▸ What to produce: If a line in the entries below contains "main", copy it.

┏━━

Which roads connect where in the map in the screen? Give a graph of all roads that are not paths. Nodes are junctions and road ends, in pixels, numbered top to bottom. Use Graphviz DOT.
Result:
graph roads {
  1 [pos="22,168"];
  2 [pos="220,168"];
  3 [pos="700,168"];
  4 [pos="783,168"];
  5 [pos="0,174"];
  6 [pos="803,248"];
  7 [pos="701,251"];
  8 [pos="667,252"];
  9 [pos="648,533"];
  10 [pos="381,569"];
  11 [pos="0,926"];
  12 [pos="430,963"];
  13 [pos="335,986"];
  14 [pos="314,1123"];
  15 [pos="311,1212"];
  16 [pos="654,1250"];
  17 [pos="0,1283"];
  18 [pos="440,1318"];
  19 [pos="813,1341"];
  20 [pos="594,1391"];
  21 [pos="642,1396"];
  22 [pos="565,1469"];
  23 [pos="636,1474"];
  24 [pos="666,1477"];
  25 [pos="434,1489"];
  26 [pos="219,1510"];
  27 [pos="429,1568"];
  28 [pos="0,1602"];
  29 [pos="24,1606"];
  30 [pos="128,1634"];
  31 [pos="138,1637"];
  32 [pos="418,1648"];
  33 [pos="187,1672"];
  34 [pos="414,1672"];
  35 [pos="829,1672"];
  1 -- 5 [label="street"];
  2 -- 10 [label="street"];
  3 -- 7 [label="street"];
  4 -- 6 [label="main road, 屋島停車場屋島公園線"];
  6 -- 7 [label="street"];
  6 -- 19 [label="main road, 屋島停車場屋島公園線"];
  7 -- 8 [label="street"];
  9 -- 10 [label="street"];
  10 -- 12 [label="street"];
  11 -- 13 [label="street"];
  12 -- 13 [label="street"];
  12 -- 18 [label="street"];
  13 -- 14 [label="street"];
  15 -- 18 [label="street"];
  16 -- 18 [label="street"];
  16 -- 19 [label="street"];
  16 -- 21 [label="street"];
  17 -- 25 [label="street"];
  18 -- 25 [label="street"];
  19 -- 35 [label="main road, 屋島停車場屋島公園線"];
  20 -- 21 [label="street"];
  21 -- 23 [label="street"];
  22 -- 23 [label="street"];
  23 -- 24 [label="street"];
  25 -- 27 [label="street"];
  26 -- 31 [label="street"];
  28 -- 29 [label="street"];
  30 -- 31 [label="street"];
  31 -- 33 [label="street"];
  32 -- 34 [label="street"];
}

┗━━

▸ Answer to this task:
  4 -- 6 [label="main road, 屋島停車場屋島公園線"];
  6 -- 19 [label="main road, 屋島停車場屋島公園線"];
  19 -- 35 [label="main road, 屋島停車場屋島公園線"];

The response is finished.